But in the present case, our submission is that if there is to be any interest, it would be interest from the time that the $208,350 was demanded which is today.  Alternatively, and we would say preferably, interest would not run until there was a judgment debt for that amount and then the interest would run pursuant to the laws of the appropriate State or the Federal Court if the judgment were obtained there for the payment of the amount.

HEYDON J:   The Federal Magistrates Court.  I mean, what do the rules of that court or the statutes applying to that court say about interest?

MR BIGMORE:   I have not checked, I must confess, your Honour, in relation to that.

HEYDON J:   I think they pick up the Federal Court Rules.

MR BIGMORE:   They pick up the Federal Court rules, yes, that is so.  I do believe that is the case, your Honour.  Again, as to what the specifics ‑ ‑ ‑

GUMMOW J:   But that is what I might call curial interest.

MR BIGMORE:   Yes.

GUMMOW J:   That is the court structure providing an interest payment ‑ ‑ ‑

MR BIGMORE:   Yes.

HEYDON J:   Not pre-judgment.

GUMMOW J:   On a judgment, but in advance of the judgment there does not seem to be any statutory source here.

MR BIGMORE:   No, and it is specific, in the cross‑appeal the interest is sought from the date of the notice, not from the date of issue of the proceeding or amendment of the proceeding and so on.

KIEFEL J:   Is there a problem inherent in an offence which relates to compliance with a notice which requires payment of an amount equal to the value of property, regardless of the fact that a sum could be stated?  It is not referring to a fact which is certain.

MR BIGMORE:   There is a problem, your Honour.  It requires precision on the part of the Official Receiver.

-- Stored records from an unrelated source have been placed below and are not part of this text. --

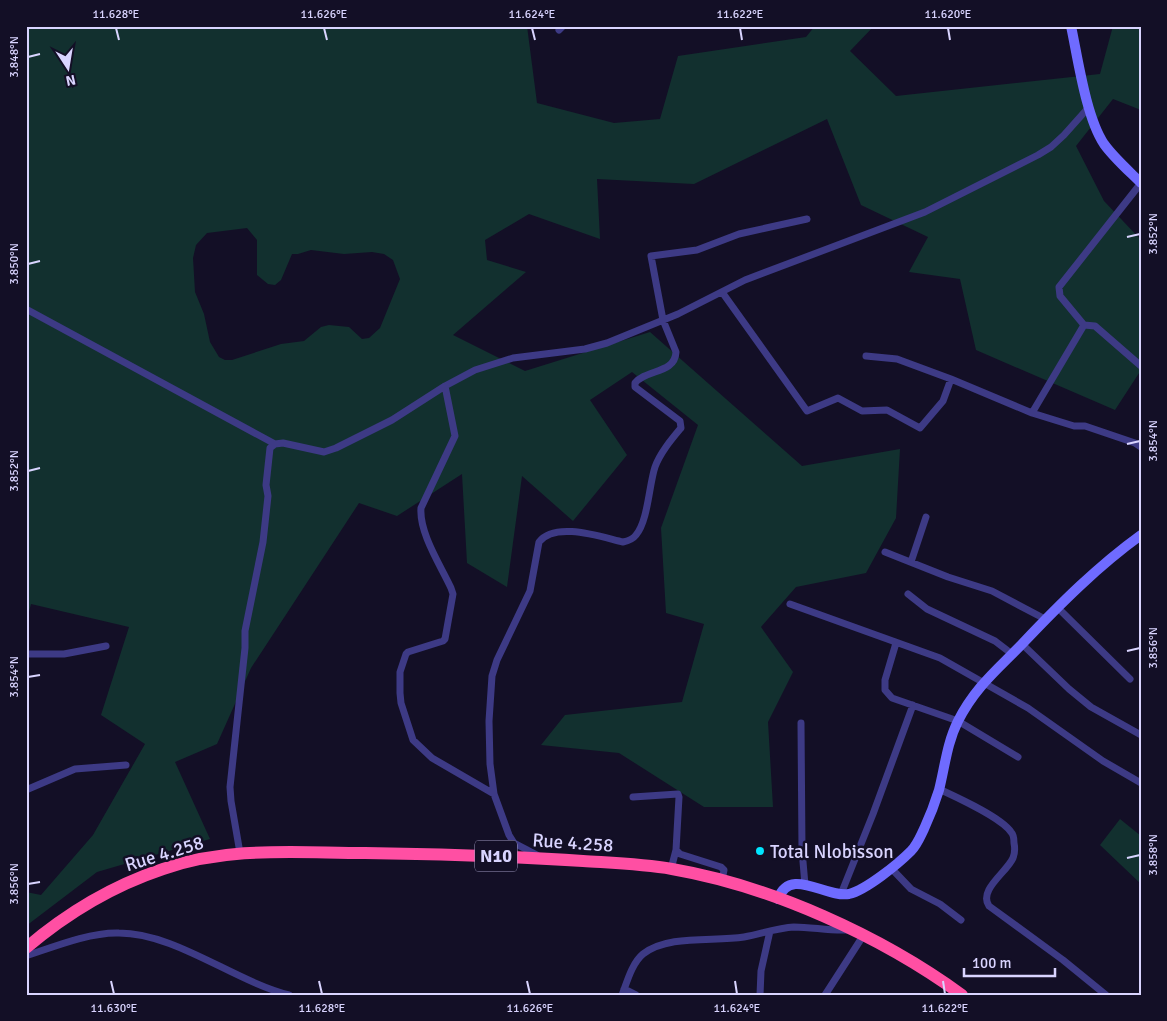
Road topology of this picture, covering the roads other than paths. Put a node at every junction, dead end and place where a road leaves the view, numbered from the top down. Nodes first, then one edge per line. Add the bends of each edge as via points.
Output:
1 (1071, 26) edge
2 (1089, 107) junction
3 (1141, 183) edge
4 (807, 219) dead end
5 (722, 292) junction
6 (26, 309) edge
7 (664, 320) junction
8 (1084, 324) junction
9 (866, 356) dead end
10 (1141, 366) edge
11 (951, 379) junction
12 (445, 386) junction
13 (1032, 413) junction
14 (275, 444) junction
15 (1141, 447) edge
16 (926, 517) dead end
17 (1141, 535) edge
18 (886, 552) dead end
19 (911, 562) junction
20 (908, 594) dead end
21 (790, 604) dead end
22 (1058, 608) junction
23 (1045, 619) junction
24 (896, 643) junction
25 (1022, 644) junction
26 (106, 646) dead end
27 (26, 654) edge
28 (1012, 654) junction
29 (1130, 680) dead end
30 (984, 682) junction
31 (913, 705) junction
32 (958, 721) junction
33 (801, 723) dead end
34 (1141, 735) edge
35 (1018, 757) dead end
36 (126, 765) dead end
37 (1141, 783) edge
38 (939, 789) junction
39 (26, 790) edge
40 (494, 794) junction
41 (633, 797) dead end
42 (676, 850) junction
43 (240, 853) junction
44 (542, 858) junction
45 (891, 868) junction
46 (670, 869) junction
47 (722, 880) junction
48 (805, 884) junction
49 (841, 894) junction
50 (778, 898) junction
51 (961, 920) dead end
52 (770, 931) junction
53 (858, 933) junction
54 (26, 948) edge
55 (26, 956) edge
56 (623, 992) edge
57 (290, 995) edge
58 (636, 995) edge
59 (760, 995) edge
60 (825, 995) edge
61 (962, 995) edge
62 (1106, 995) edge

1 - 2 street
2 - 3 street via 1105,146
2 - 5 street via 1051,147 972,189 925,212 785,264
3 - 8 street via 1059,287 1060,296
4 - 7 street via 739,234 697,250 651,256
5 - 7 street
5 - 11 street via 807,411 838,398 862,411 887,410 920,428 943,401
6 - 14 street
7 - 12 street via 592,347 530,355 484,367
7 - 40 street via 676,358 665,368 641,377 635,382 635,387 680,420 681,428 656,466 643,518 637,534 630,540 623,542 558,531 543,536 539,542 530,590 492,676 489,721
8 - 10 street via 1095,326
8 - 13 street
9 - 11 street via 897,359
11 - 13 street
12 - 14 street via 392,420 336,448 324,452
12 - 40 street via 455,436 420,515 453,594 445,639 406,654 400,672 401,703 413,740 432,758
13 - 15 street via 1074,426 1085,426
14 - 43 street via 270,448 268,458 263,542 245,631 230,787
16 - 19 street
17 - 22 street via 1093,573
18 - 19 street
19 - 23 street via 992,591
20 - 28 street via 927,609 995,641
21 - 24 street
22 - 23 street
22 - 29 street
23 - 25 street
24 - 30 street via 940,658
24 - 31 street via 884,680 885,690 892,698
25 - 28 street
25 - 34 street via 1091,707
26 - 27 street via 64,654
28 - 30 street
30 - 32 street
30 - 37 street
31 - 32 street
31 - 49 street
32 - 35 street
32 - 38 street
33 - 48 street
36 - 39 street via 75,769
38 - 45 street via 917,844
38 - 62 street via 973,805 1004,825 1013,835 1013,858 987,891 989,906
40 - 44 street via 508,835 514,843
41 - 42 street via 678,794
42 - 46 street
42 - 47 street via 722,867
43 - 44 highway, Rue 4.258 / N10 via 419,853
43 - 54 highway, Rue 4.258 / N10 via 164,868 123,884 54,924
44 - 46 highway, Rue 4.258 / N10
45 - 49 street via 862,888
45 - 51 street via 911,889 940,904
46 - 47 highway, Rue 4.258 / N10
47 - 50 highway, Rue 4.258 / N10
48 - 49 street
48 - 50 street via 789,885 781,890
50 - 53 highway, Rue 4.258 / N10
52 - 53 street via 793,927
52 - 56 street via 735,938 675,942 653,948 636,962
52 - 59 street via 761,971
53 - 60 street
53 - 61 highway, Rue 4.258 / N10 via 922,968
55 - 57 street via 77,940 117,933 135,934 169,944
56 - 58 street

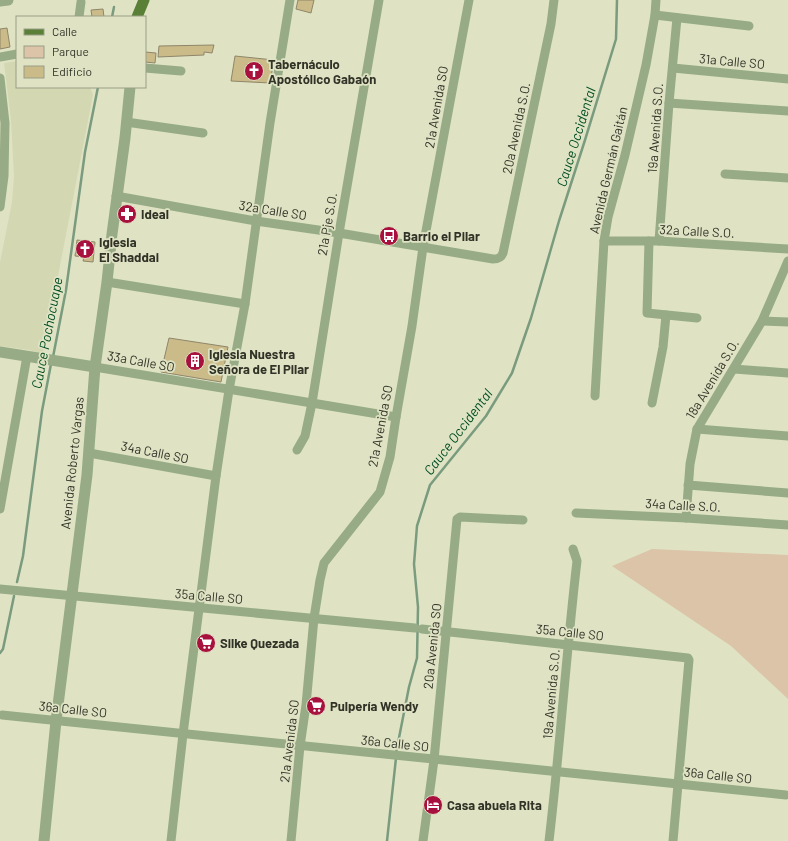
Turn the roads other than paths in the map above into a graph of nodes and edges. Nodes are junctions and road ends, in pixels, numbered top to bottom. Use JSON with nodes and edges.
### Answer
{"nodes":[{"id":1,"x":8,"y":0,"type":"edge"},
{"id":2,"x":137,"y":0,"type":"edge"},
{"id":3,"x":144,"y":0,"type":"edge"},
{"id":4,"x":290,"y":0,"type":"edge"},
{"id":5,"x":379,"y":0,"type":"edge"},
{"id":6,"x":468,"y":0,"type":"edge"},
{"id":7,"x":554,"y":0,"type":"edge"},
{"id":8,"x":656,"y":0,"type":"edge"},
{"id":9,"x":0,"y":1,"type":"edge"},
{"id":10,"x":81,"y":2,"type":"dead end"},
{"id":11,"x":655,"y":15,"type":"junction"},
{"id":12,"x":79,"y":16,"type":"edge"},
{"id":13,"x":136,"y":16,"type":"edge"},
{"id":14,"x":136,"y":16,"type":"edge"},
{"id":15,"x":677,"y":18,"type":"junction"},
{"id":16,"x":749,"y":26,"type":"dead end"},
{"id":17,"x":16,"y":54,"type":"edge"},
{"id":18,"x":0,"y":57,"type":"edge"},
{"id":19,"x":146,"y":68,"type":"edge"},
{"id":20,"x":673,"y":68,"type":"junction"},
{"id":21,"x":181,"y":71,"type":"dead end"},
{"id":22,"x":0,"y":78,"type":"edge"},
{"id":23,"x":788,"y":79,"type":"edge"},
{"id":24,"x":130,"y":88,"type":"edge"},
{"id":25,"x":669,"y":103,"type":"junction"},
{"id":26,"x":788,"y":111,"type":"edge"},
{"id":27,"x":126,"y":122,"type":"junction"},
{"id":28,"x":203,"y":133,"type":"dead end"},
{"id":29,"x":725,"y":174,"type":"dead end"},
{"id":30,"x":788,"y":178,"type":"edge"},
{"id":31,"x":116,"y":196,"type":"junction"},
{"id":32,"x":0,"y":207,"type":"edge"},
{"id":33,"x":256,"y":221,"type":"junction"},
{"id":34,"x":339,"y":233,"type":"junction"},
{"id":35,"x":604,"y":241,"type":"junction"},
{"id":36,"x":649,"y":241,"type":"junction"},
{"id":37,"x":659,"y":241,"type":"junction"},
{"id":38,"x":423,"y":247,"type":"junction"},
{"id":39,"x":788,"y":249,"type":"edge"},
{"id":40,"x":498,"y":259,"type":"joint"},
{"id":41,"x":788,"y":261,"type":"edge"},
{"id":42,"x":107,"y":282,"type":"junction"},
{"id":43,"x":245,"y":304,"type":"junction"},
{"id":44,"x":666,"y":315,"type":"junction"},
{"id":45,"x":697,"y":318,"type":"dead end"},
{"id":46,"x":762,"y":321,"type":"junction"},
{"id":47,"x":788,"y":322,"type":"edge"},
{"id":48,"x":0,"y":352,"type":"edge"},
{"id":49,"x":28,"y":356,"type":"junction"},
{"id":50,"x":95,"y":367,"type":"junction"},
{"id":51,"x":734,"y":369,"type":"junction"},
{"id":52,"x":788,"y":374,"type":"edge"},
{"id":53,"x":230,"y":390,"type":"junction"},
{"id":54,"x":596,"y":396,"type":"dead end"},
{"id":55,"x":312,"y":403,"type":"junction"},
{"id":56,"x":652,"y":403,"type":"dead end"},
{"id":57,"x":396,"y":417,"type":"junction"},
{"id":58,"x":697,"y":429,"type":"junction"},
{"id":59,"x":788,"y":436,"type":"edge"},
{"id":60,"x":297,"y":450,"type":"dead end"},
{"id":61,"x":89,"y":452,"type":"junction"},
{"id":62,"x":216,"y":476,"type":"junction"},
{"id":63,"x":688,"y":485,"type":"junction"},
{"id":64,"x":788,"y":493,"type":"edge"},
{"id":65,"x":0,"y":509,"type":"edge"},
{"id":66,"x":576,"y":513,"type":"dead end"},
{"id":67,"x":686,"y":518,"type":"junction"},
{"id":68,"x":523,"y":520,"type":"dead end"},
{"id":69,"x":788,"y":525,"type":"edge"},
{"id":70,"x":573,"y":549,"type":"dead end"},
{"id":71,"x":0,"y":589,"type":"edge"},
{"id":72,"x":72,"y":595,"type":"junction"},
{"id":73,"x":198,"y":608,"type":"junction"},
{"id":74,"x":314,"y":618,"type":"junction"},
{"id":75,"x":447,"y":631,"type":"junction"},
{"id":76,"x":568,"y":645,"type":"junction"},
{"id":77,"x":2,"y":715,"type":"dead end"},
{"id":78,"x":56,"y":721,"type":"junction"},
{"id":79,"x":183,"y":734,"type":"junction"},
{"id":80,"x":300,"y":746,"type":"junction"},
{"id":81,"x":434,"y":760,"type":"junction"},
{"id":82,"x":557,"y":772,"type":"junction"},
{"id":83,"x":678,"y":784,"type":"junction"},
{"id":84,"x":786,"y":795,"type":"dead end"},
{"id":85,"x":44,"y":841,"type":"edge"},
{"id":86,"x":171,"y":841,"type":"edge"},
{"id":87,"x":291,"y":841,"type":"edge"},
{"id":88,"x":423,"y":841,"type":"edge"},
{"id":89,"x":549,"y":841,"type":"edge"},
{"id":90,"x":673,"y":841,"type":"edge"}],
"edges":[{"from":1,"to":9,"type":"street"},
{"from":2,"to":13,"type":"street"},
{"from":3,"to":14,"type":"main road"},
{"from":4,"to":33,"type":"street"},
{"from":5,"to":34,"type":"street","name":"21a Pje S.O."},
{"from":6,"to":38,"type":"street","name":"21a Avenida SO"},
{"from":7,"to":40,"type":"street","name":"20a Avenida S.O."},
{"from":8,"to":11,"type":"street","name":"Avenida Germán Gaitán"},
{"from":10,"to":12,"type":"street"},
{"from":11,"to":15,"type":"street"},
{"from":11,"to":35,"type":"street","name":"Avenida Germán Gaitán"},
{"from":15,"to":16,"type":"street"},
{"from":15,"to":20,"type":"street","name":"19a Avenida S.O."},
{"from":17,"to":18,"type":"street"},
{"from":19,"to":21,"type":"street"},
{"from":20,"to":23,"type":"street","name":"31a Calle SO"},
{"from":20,"to":25,"type":"street","name":"19a Avenida S.O."},
{"from":22,"to":32,"type":"street"},
{"from":24,"to":27,"type":"street","name":"Avenida Roberto Vargas"},
{"from":25,"to":26,"type":"street"},
{"from":25,"to":37,"type":"street","name":"19a Avenida S.O."},
{"from":27,"to":28,"type":"street"},
{"from":27,"to":31,"type":"street","name":"Avenida Roberto Vargas"},
{"from":29,"to":30,"type":"street"},
{"from":31,"to":33,"type":"street","name":"32a Calle SO"},
{"from":31,"to":42,"type":"street","name":"Avenida Roberto Vargas"},
{"from":33,"to":34,"type":"street","name":"32a Calle SO"},
{"from":33,"to":43,"type":"street"},
{"from":34,"to":38,"type":"street","name":"32a Calle SO"},
{"from":34,"to":55,"type":"street","name":"21a Pje S.O."},
{"from":35,"to":36,"type":"street","name":"32a Calle S.O."},
{"from":35,"to":54,"type":"street","name":"Avenida Germán Gaitán"},
{"from":36,"to":37,"type":"street","name":"32a Calle S.O."},
{"from":36,"to":44,"type":"street"},
{"from":37,"to":39,"type":"street","name":"32a Calle S.O."},
{"from":38,"to":40,"type":"street","name":"32a Calle SO"},
{"from":38,"to":57,"type":"street","name":"21a Avenida SO"},
{"from":41,"to":46,"type":"street","name":"18a Avenida S.O."},
{"from":42,"to":43,"type":"street"},
{"from":42,"to":50,"type":"street","name":"Avenida Roberto Vargas"},
{"from":43,"to":53,"type":"street"},
{"from":44,"to":45,"type":"street"},
{"from":44,"to":56,"type":"street"},
{"from":46,"to":47,"type":"street"},
{"from":46,"to":51,"type":"street","name":"18a Avenida S.O."},
{"from":48,"to":49,"type":"street","name":"33a Calle SO"},
{"from":49,"to":50,"type":"street","name":"33a Calle SO"},
{"from":49,"to":65,"type":"street"},
{"from":50,"to":53,"type":"street","name":"33a Calle SO"},
{"from":50,"to":61,"type":"street","name":"Avenida Roberto Vargas"},
{"from":51,"to":52,"type":"street"},
{"from":51,"to":58,"type":"street","name":"18a Avenida S.O."},
{"from":53,"to":55,"type":"street","name":"33a Calle SO"},
{"from":53,"to":62,"type":"street"},
{"from":55,"to":57,"type":"street","name":"33a Calle SO"},
{"from":55,"to":60,"type":"street","name":"21a Pje S.O."},
{"from":57,"to":74,"type":"street","name":"21a Avenida SO"},
{"from":58,"to":59,"type":"street"},
{"from":58,"to":63,"type":"street","name":"18a Avenida S.O."},
{"from":61,"to":62,"type":"street","name":"34a Calle SO"},
{"from":61,"to":72,"type":"street","name":"Avenida Roberto Vargas"},
{"from":62,"to":73,"type":"street"},
{"from":63,"to":64,"type":"street"},
{"from":63,"to":67,"type":"street","name":"18a Avenida S.O."},
{"from":66,"to":67,"type":"street","name":"34a Calle S.O."},
{"from":67,"to":69,"type":"street","name":"34a Calle S.O."},
{"from":68,"to":75,"type":"street","name":"20a Avenida SO"},
{"from":70,"to":76,"type":"street","name":"19a Avenida S.O."},
{"from":71,"to":72,"type":"street","name":"35a Calle SO"},
{"from":72,"to":73,"type":"street","name":"35a Calle SO"},
{"from":72,"to":78,"type":"street","name":"Avenida Roberto Vargas"},
{"from":73,"to":74,"type":"street","name":"35a Calle SO"},
{"from":73,"to":79,"type":"street"},
{"from":74,"to":75,"type":"street","name":"35a Calle SO"},
{"from":74,"to":80,"type":"street","name":"21a Avenida SO"},
{"from":75,"to":76,"type":"street","name":"35a Calle SO"},
{"from":75,"to":81,"type":"street","name":"20a Avenida SO"},
{"from":76,"to":82,"type":"street","name":"19a Avenida S.O."},
{"from":76,"to":83,"type":"street","name":"35a Calle SO"},
{"from":77,"to":78,"type":"street","name":"36a Calle SO"},
{"from":78,"to":79,"type":"street","name":"36a Calle SO"},
{"from":78,"to":85,"type":"street","name":"Avenida Roberto Vargas"},
{"from":79,"to":80,"type":"street","name":"36a Calle SO"},
{"from":79,"to":86,"type":"street"},
{"from":80,"to":81,"type":"street","name":"36a Calle SO"},
{"from":80,"to":87,"type":"street","name":"21a Avenida SO"},
{"from":81,"to":82,"type":"street","name":"36a Calle SO"},
{"from":81,"to":88,"type":"street","name":"20a Avenida SO"},
{"from":82,"to":83,"type":"street","name":"36a Calle SO"},
{"from":82,"to":89,"type":"street","name":"19a Avenida S.O."},
{"from":83,"to":84,"type":"street","name":"36a Calle SO"},
{"from":83,"to":90,"type":"street"}]}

KIEFEL J:   Certainly cannot depend upon an opinion.  You cannot be expected to pay on the basis of something which, on the face of the notice, if the notice in terms is or is to be taken to say “Here is a dollar value which I attribute” to which a value is attributed and this is the amount that is represented by the value.  It would be very hard, I would have thought, to say that criminal liability can attach if you do not meet that.

MR BIGMORE:   Not even the Tax Act says that criminal liability attaches to failure to pay tax in accordance with the notice of assessment, so indeed, with respect, we have always shared your Honour’s concern about the apparently draconian consequence of failure to comply with a notice where the Official Receiver has exercised a decision‑making process.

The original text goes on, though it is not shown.